Data for processing

--------------------

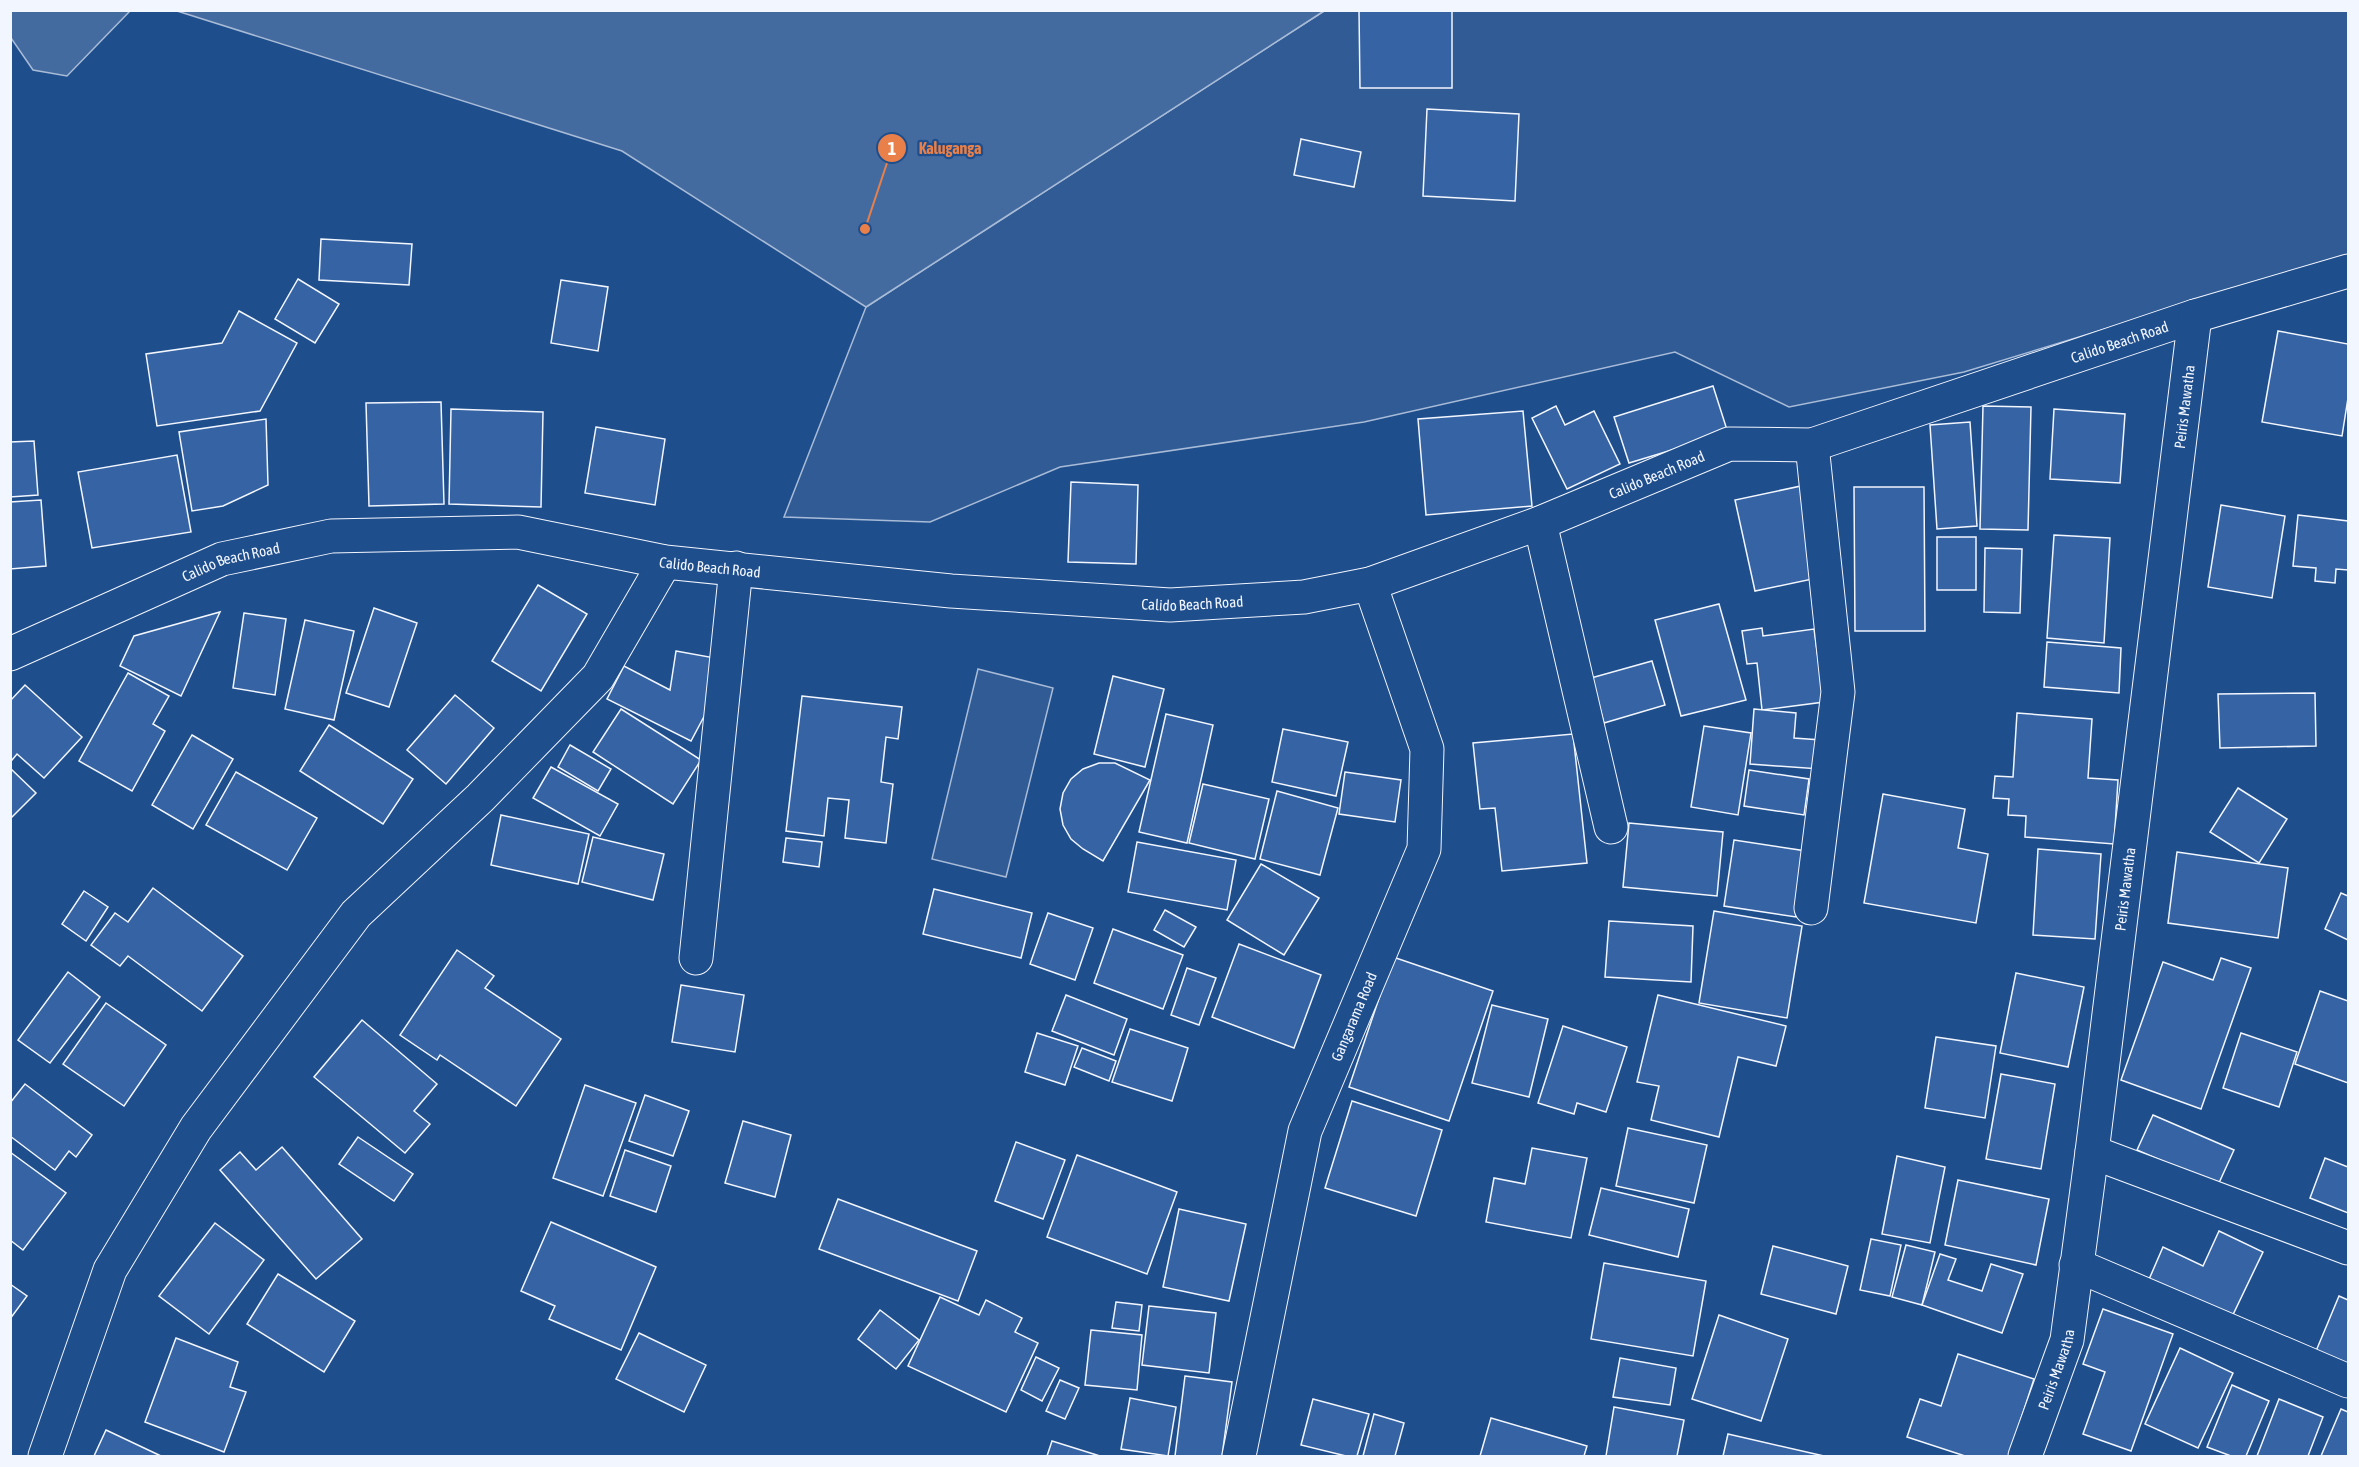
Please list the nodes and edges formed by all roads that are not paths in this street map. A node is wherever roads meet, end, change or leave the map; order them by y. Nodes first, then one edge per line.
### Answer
1 (2349, 271) edge
2 (2195, 316) junction
3 (1812, 445) junction
4 (1540, 523) junction
5 (665, 561) junction
6 (736, 568) junction
7 (1370, 584) junction
8 (10, 654) edge
9 (1611, 827) dead end
10 (1811, 908) dead end
11 (696, 958) dead end
12 (2092, 1152) junction
13 (2349, 1248) edge
14 (2076, 1265) junction
15 (2349, 1381) edge
16 (45, 1456) edge
17 (1239, 1456) edge
18 (2025, 1456) edge

1 - 2 street, Calido Beach Road
2 - 3 street, Calido Beach Road
2 - 12 street, Peiris Mawatha
3 - 4 street, Calido Beach Road
3 - 10 street
4 - 7 street, Calido Beach Road
4 - 9 street
5 - 6 street, Calido Beach Road
5 - 8 street, Calido Beach Road
5 - 16 street
6 - 7 street, Calido Beach Road
6 - 11 street
7 - 17 street, Gangarama Road
12 - 13 street
12 - 14 street, Peiris Mawatha
14 - 15 street
14 - 18 street, Peiris Mawatha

--------------------

Work to complete
Set every entry down again word for word, but not the pictures.

Solved problem
Please list the nodes and edges formed by all roads that are not paths in this street map. A node is wherever roads meet, end, change or leave the map; order them by y. Nodes first, then one edge per line.
### Answer
1 (2349, 271) edge
2 (2195, 316) junction
3 (1812, 445) junction
4 (1540, 523) junction
5 (665, 561) junction
6 (736, 568) junction
7 (1370, 584) junction
8 (10, 654) edge
9 (1611, 827) dead end
10 (1811, 908) dead end
11 (696, 958) dead end
12 (2092, 1152) junction
13 (2349, 1248) edge
14 (2076, 1265) junction
15 (2349, 1381) edge
16 (45, 1456) edge
17 (1239, 1456) edge
18 (2025, 1456) edge

1 - 2 street, Calido Beach Road
2 - 3 street, Calido Beach Road
2 - 12 street, Peiris Mawatha
3 - 4 street, Calido Beach Road
3 - 10 street
4 - 7 street, Calido Beach Road
4 - 9 street
5 - 6 street, Calido Beach Road
5 - 8 street, Calido Beach Road
5 - 16 street
6 - 7 street, Calido Beach Road
6 - 11 street
7 - 17 street, Gangarama Road
12 - 13 street
12 - 14 street, Peiris Mawatha
14 - 15 street
14 - 18 street, Peiris Mawatha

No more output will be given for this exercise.